WHAT TO PRODUCE >> What is the number of lines in this listing that include "from"? Answer with that number only.

DATA FOR THE TASK >>
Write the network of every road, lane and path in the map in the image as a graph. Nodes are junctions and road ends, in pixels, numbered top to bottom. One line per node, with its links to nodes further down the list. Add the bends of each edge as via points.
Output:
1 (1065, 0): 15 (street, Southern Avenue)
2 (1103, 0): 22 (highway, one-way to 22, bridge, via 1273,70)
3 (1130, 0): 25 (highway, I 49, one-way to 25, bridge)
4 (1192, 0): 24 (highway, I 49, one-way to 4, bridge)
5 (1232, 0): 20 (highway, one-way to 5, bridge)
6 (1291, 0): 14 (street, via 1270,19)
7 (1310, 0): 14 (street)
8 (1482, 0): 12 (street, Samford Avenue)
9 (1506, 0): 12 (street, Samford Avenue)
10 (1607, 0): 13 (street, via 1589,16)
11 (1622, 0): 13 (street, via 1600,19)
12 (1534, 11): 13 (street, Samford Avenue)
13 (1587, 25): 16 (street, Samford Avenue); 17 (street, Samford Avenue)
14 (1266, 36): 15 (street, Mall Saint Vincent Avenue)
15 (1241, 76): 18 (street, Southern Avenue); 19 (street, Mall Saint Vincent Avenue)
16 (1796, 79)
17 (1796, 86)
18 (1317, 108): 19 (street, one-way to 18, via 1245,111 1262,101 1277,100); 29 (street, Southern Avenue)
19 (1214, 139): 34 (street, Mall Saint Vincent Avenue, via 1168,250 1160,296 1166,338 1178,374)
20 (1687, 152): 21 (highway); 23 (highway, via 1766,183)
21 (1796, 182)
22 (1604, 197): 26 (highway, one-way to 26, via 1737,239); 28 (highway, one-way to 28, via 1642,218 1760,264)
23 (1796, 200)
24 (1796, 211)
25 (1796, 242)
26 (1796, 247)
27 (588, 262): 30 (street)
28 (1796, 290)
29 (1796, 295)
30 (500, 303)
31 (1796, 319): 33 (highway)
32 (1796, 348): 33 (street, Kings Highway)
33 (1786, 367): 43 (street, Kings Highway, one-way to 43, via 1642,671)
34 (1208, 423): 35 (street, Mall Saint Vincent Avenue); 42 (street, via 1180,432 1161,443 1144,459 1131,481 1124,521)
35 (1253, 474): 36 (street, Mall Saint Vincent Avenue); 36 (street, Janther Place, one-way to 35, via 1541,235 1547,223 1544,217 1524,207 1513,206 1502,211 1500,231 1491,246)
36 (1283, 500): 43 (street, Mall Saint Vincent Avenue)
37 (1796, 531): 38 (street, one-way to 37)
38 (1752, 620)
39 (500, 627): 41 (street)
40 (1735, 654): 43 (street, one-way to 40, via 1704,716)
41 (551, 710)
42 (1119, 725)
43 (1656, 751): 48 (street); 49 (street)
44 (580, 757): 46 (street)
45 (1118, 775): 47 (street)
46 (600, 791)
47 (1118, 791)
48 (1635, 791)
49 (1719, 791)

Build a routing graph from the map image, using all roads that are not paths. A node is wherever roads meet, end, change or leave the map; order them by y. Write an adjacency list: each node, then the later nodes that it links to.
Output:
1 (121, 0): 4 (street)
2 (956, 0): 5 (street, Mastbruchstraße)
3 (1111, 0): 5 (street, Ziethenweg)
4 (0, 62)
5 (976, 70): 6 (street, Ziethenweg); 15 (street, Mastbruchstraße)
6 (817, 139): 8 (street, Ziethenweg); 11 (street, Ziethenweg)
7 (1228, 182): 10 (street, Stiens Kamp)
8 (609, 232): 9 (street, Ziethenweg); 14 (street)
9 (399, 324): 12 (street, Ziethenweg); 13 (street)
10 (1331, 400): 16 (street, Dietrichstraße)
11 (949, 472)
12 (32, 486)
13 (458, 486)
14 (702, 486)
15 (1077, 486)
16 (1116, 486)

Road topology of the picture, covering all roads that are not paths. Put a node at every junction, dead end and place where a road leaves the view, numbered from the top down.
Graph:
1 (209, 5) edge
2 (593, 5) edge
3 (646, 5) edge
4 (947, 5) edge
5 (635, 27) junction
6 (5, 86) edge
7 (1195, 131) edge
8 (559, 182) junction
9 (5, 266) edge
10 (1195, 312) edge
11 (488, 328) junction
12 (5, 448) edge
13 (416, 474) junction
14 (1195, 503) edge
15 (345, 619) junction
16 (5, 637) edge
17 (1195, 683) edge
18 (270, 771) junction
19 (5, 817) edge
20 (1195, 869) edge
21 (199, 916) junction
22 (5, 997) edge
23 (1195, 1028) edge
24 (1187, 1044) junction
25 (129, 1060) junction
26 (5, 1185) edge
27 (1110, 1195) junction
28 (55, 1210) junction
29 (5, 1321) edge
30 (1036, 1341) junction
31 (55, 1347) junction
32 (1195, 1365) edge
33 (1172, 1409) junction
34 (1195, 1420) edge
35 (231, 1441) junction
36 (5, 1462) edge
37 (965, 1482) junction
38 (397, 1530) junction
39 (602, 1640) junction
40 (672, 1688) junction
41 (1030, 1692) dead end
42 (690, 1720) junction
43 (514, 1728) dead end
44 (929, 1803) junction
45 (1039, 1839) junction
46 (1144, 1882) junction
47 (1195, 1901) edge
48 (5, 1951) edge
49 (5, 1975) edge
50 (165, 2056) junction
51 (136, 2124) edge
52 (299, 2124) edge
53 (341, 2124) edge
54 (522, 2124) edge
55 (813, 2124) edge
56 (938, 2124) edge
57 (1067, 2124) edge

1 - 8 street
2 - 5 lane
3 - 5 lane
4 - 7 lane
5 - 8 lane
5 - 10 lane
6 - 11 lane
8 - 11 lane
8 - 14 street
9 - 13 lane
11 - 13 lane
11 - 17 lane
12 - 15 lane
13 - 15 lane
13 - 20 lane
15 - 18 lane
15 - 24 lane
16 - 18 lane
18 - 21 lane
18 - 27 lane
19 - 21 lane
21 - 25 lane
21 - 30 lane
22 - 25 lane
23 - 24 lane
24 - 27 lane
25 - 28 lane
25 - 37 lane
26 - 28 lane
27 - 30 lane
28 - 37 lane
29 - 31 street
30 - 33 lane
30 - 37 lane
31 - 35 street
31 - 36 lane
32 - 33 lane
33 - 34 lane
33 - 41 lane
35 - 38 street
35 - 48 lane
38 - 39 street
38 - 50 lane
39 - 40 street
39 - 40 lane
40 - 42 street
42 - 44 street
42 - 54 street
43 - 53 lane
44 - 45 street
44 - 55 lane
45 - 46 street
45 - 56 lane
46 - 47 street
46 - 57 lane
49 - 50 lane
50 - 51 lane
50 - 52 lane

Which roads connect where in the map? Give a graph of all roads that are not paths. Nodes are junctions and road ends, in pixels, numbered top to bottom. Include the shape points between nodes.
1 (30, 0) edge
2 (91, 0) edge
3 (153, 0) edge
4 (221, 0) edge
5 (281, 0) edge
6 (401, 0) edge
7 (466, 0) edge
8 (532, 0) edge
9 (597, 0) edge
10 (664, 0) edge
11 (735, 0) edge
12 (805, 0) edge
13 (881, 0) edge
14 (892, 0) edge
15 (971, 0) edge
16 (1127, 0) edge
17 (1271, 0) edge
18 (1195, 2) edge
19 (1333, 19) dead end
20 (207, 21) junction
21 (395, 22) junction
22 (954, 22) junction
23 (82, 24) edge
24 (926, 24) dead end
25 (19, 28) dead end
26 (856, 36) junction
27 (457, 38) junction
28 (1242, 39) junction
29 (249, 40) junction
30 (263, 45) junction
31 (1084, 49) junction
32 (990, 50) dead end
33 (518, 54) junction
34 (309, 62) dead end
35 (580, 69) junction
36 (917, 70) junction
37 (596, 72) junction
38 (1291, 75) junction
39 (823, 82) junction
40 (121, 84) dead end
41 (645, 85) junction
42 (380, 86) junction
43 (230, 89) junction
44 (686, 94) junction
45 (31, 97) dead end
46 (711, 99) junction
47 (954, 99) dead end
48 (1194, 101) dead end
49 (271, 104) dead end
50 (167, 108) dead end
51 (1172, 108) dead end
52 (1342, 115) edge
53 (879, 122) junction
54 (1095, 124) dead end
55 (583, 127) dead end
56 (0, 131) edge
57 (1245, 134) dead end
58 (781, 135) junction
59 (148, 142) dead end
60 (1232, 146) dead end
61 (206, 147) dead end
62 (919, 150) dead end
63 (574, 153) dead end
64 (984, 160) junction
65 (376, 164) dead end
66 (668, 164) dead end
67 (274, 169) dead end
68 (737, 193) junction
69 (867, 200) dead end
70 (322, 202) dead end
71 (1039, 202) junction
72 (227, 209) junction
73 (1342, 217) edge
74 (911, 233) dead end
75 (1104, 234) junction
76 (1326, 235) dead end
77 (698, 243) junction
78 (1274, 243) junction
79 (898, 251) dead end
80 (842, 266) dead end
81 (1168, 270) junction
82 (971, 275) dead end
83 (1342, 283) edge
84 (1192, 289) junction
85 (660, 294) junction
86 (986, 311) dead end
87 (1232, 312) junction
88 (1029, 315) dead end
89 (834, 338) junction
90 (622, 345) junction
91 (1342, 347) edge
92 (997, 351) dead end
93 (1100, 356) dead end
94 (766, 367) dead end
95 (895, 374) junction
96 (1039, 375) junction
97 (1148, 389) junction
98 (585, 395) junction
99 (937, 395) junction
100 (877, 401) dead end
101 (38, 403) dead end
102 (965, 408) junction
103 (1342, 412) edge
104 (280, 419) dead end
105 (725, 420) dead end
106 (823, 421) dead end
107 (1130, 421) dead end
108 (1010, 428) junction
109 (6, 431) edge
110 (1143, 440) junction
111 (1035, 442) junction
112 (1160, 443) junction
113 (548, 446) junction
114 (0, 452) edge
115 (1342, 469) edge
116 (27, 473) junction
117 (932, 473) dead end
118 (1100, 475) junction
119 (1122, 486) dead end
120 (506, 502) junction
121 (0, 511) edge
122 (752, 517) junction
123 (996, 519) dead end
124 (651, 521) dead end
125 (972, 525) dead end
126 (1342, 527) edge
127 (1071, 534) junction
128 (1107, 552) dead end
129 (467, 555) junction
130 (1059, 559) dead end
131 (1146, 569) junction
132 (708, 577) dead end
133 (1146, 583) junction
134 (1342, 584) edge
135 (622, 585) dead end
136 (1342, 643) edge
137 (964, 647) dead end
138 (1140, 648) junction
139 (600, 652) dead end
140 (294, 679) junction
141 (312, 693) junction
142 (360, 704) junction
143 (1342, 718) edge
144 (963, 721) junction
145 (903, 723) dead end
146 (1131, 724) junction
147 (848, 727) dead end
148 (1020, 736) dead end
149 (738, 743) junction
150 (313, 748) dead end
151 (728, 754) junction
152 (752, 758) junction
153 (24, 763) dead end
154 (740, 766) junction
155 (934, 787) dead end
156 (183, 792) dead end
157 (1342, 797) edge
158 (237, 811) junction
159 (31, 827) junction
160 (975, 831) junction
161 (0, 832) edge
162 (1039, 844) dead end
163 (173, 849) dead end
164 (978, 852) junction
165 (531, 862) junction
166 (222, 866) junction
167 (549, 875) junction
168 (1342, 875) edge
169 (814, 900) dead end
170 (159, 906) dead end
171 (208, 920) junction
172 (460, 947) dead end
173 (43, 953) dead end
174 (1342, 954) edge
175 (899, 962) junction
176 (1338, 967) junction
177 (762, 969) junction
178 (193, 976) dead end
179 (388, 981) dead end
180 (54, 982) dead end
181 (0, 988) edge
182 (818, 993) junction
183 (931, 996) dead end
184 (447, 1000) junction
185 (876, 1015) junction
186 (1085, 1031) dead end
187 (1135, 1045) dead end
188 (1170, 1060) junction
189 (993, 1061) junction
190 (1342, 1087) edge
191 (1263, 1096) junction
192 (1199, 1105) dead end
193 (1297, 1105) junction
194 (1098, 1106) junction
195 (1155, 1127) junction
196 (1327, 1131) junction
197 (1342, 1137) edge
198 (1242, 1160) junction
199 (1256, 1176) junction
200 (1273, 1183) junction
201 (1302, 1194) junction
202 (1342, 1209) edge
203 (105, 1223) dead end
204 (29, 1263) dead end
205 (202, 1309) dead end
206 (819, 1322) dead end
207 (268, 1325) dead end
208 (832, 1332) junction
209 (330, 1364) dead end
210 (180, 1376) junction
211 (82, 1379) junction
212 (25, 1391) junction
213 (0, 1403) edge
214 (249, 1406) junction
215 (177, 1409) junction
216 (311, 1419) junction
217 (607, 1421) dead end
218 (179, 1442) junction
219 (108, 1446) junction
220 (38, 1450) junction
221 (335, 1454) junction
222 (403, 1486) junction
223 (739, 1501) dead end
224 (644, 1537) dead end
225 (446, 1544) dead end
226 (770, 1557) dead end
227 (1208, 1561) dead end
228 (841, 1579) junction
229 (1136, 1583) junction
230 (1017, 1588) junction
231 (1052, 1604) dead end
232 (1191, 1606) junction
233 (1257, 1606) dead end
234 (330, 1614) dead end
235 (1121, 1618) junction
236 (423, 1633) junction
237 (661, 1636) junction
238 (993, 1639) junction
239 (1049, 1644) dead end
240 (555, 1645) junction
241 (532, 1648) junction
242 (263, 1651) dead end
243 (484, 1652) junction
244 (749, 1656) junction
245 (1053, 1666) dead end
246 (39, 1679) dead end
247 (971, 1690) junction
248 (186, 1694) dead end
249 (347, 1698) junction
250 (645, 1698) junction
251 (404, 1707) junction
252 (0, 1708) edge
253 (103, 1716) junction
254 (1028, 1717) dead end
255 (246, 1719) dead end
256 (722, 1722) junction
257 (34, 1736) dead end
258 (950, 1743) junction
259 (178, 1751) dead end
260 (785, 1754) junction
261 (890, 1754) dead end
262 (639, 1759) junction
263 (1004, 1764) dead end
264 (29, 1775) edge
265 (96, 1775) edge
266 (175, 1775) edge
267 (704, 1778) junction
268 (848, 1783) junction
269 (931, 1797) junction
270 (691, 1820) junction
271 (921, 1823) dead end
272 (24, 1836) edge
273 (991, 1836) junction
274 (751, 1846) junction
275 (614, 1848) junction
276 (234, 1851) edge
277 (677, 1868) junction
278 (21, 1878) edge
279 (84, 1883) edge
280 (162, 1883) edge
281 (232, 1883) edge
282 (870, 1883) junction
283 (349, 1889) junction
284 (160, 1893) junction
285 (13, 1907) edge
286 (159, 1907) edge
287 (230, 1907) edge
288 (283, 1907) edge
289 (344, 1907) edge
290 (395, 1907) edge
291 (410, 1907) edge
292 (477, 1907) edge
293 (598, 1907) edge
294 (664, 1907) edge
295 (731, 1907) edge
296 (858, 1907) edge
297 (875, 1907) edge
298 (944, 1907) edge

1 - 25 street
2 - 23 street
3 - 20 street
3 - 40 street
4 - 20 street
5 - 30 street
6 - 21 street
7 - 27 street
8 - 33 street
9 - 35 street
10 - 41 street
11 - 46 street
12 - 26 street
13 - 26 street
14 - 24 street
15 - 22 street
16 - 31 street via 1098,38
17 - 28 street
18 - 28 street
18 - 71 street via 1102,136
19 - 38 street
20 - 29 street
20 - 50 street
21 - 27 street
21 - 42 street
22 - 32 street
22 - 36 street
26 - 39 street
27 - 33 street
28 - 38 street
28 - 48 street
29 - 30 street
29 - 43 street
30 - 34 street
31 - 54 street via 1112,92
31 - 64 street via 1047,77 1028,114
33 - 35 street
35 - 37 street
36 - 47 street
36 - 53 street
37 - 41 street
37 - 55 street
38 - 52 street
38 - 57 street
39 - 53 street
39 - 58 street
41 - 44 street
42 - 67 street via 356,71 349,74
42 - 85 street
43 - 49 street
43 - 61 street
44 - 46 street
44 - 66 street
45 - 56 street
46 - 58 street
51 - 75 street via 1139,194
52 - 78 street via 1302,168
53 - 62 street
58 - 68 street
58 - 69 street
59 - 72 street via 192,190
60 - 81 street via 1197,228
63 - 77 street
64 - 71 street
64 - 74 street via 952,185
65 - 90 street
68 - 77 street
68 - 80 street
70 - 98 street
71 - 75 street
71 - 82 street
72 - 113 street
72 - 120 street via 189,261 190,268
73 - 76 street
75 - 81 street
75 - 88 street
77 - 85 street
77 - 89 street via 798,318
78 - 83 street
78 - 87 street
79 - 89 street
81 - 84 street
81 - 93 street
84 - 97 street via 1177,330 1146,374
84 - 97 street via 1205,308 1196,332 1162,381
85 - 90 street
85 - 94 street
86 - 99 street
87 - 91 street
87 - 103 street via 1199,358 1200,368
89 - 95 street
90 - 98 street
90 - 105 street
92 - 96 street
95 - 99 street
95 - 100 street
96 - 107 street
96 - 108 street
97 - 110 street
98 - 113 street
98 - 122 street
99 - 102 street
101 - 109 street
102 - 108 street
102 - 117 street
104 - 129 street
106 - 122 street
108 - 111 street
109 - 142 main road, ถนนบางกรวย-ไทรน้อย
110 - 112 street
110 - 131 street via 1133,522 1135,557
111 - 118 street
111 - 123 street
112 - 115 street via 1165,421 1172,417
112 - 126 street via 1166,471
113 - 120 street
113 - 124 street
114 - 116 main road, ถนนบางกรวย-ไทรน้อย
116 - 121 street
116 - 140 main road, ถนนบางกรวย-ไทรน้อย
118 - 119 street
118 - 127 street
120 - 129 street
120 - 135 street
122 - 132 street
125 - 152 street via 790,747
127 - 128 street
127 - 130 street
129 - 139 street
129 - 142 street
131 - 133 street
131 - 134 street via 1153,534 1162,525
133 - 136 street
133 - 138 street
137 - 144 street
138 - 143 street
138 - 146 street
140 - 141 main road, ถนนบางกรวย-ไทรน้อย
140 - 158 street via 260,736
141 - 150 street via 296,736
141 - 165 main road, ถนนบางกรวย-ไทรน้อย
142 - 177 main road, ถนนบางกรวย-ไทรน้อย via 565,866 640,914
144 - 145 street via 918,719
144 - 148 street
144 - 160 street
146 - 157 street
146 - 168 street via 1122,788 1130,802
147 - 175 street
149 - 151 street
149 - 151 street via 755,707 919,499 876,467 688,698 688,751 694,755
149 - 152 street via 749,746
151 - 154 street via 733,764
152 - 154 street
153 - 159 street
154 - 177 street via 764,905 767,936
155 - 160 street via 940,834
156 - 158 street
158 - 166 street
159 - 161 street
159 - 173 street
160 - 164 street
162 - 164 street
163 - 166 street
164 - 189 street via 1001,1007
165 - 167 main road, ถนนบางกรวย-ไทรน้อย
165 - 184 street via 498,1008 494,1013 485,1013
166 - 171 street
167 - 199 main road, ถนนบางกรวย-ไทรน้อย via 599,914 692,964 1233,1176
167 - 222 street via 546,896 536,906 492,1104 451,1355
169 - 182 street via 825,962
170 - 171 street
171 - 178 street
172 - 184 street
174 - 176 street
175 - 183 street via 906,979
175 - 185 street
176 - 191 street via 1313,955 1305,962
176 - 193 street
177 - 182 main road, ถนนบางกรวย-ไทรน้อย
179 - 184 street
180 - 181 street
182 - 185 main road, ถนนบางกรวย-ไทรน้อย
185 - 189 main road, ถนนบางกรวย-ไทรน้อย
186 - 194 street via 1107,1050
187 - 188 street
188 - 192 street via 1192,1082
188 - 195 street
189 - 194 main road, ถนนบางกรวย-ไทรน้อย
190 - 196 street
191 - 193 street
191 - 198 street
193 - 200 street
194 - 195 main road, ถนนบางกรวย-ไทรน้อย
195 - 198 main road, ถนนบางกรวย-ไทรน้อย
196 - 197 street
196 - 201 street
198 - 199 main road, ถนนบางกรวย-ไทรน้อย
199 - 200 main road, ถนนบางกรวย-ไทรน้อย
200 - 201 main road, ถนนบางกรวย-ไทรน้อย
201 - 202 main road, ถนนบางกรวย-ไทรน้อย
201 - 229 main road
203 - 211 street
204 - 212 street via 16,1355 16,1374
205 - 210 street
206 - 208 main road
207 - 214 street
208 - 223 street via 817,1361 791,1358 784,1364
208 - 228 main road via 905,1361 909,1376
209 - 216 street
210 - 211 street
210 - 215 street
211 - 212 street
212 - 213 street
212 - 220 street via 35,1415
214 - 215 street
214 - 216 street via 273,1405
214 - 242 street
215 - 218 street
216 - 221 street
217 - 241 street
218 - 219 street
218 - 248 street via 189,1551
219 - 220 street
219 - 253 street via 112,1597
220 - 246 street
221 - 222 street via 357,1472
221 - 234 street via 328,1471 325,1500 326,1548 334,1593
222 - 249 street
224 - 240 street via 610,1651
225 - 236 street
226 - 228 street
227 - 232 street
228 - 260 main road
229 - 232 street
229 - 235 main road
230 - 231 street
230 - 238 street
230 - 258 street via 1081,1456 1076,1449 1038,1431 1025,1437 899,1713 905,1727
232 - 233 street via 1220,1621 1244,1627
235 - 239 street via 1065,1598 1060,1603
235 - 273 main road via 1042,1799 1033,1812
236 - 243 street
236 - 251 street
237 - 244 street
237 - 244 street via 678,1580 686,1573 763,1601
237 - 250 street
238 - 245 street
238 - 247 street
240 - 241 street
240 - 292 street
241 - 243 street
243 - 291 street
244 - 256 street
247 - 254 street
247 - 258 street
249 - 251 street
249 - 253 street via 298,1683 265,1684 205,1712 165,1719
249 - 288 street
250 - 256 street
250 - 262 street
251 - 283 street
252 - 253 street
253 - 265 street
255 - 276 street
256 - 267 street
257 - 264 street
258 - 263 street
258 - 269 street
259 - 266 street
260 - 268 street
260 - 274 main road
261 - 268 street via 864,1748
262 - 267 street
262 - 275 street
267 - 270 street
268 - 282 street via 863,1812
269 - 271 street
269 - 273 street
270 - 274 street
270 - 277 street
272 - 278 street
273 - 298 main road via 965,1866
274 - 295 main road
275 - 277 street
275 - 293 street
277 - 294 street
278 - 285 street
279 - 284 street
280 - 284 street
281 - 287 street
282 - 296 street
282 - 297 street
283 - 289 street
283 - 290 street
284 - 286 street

YOUR RESPONSE >> 2